[[ Data open ]]

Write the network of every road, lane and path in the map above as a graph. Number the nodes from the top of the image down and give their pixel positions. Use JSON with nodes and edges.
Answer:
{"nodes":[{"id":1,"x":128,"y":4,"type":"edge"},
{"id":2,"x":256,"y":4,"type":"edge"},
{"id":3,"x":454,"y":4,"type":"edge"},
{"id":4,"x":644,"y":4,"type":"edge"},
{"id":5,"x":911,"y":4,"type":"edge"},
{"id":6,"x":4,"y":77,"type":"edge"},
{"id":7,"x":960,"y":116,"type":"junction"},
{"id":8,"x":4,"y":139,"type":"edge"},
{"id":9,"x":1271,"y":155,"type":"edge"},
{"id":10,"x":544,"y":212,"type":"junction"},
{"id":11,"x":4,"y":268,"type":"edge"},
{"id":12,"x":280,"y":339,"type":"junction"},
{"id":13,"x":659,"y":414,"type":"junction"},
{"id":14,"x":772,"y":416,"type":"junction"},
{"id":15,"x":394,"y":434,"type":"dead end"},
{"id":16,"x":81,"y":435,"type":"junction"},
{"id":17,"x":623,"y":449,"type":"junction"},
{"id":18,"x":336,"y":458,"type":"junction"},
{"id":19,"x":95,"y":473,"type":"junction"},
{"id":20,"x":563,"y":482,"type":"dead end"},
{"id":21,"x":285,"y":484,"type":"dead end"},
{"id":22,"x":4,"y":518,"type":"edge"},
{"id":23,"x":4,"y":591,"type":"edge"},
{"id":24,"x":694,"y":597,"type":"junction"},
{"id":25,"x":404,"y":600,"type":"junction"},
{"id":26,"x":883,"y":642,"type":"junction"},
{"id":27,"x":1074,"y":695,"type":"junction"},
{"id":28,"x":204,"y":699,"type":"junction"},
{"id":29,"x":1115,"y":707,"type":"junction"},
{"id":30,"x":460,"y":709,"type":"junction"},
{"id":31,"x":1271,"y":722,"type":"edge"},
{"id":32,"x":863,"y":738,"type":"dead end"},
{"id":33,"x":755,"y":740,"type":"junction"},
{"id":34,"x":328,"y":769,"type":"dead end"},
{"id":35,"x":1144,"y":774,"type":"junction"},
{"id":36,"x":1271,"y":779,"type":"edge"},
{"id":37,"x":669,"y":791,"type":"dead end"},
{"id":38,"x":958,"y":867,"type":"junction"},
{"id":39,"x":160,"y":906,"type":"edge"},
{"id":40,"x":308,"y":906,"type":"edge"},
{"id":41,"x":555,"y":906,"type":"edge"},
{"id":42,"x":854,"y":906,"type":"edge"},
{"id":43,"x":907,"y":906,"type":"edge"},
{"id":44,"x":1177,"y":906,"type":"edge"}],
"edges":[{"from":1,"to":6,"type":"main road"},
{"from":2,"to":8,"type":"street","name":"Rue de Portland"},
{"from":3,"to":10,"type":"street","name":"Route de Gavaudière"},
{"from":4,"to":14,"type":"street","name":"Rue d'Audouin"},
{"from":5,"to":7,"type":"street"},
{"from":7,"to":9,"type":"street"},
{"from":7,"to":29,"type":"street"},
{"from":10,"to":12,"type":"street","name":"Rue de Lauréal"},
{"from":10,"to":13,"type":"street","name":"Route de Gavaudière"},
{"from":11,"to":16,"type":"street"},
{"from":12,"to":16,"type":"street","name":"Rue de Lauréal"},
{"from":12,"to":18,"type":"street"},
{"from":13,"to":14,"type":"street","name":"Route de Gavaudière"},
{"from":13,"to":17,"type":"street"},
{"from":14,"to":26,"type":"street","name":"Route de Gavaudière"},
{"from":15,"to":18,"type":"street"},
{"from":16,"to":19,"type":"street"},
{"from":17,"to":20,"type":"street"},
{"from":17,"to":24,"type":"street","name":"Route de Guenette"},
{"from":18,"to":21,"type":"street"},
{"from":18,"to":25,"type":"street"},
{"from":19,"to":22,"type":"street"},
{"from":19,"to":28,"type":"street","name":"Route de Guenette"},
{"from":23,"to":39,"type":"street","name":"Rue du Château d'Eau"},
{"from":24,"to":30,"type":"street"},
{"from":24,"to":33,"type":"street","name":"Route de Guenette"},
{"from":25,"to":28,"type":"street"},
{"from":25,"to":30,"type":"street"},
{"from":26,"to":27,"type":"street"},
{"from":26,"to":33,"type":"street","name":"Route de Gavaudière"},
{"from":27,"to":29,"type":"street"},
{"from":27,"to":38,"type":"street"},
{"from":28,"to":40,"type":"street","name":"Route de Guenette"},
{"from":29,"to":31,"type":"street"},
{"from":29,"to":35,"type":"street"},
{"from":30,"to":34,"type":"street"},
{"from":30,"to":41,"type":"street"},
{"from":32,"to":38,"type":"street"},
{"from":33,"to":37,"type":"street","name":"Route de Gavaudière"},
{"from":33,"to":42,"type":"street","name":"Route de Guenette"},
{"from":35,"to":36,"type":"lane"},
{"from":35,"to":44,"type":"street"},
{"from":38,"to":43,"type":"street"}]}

[[ Data closed ]]

#### Task prompt:
Every line above that contains the word "Route" should be reported.

#### Result:
{"from":3,"to":10,"type":"street","name":"Route de Gavaudière"},
{"from":10,"to":13,"type":"street","name":"Route de Gavaudière"},
{"from":13,"to":14,"type":"street","name":"Route de Gavaudière"},
{"from":14,"to":26,"type":"street","name":"Route de Gavaudière"},
{"from":17,"to":24,"type":"street","name":"Route de Guenette"},
{"from":19,"to":28,"type":"street","name":"Route de Guenette"},
{"from":24,"to":33,"type":"street","name":"Route de Guenette"},
{"from":26,"to":33,"type":"street","name":"Route de Gavaudière"},
{"from":28,"to":40,"type":"street","name":"Route de Guenette"},
{"from":33,"to":37,"type":"street","name":"Route de Gavaudière"},
{"from":33,"to":42,"type":"street","name":"Route de Guenette"},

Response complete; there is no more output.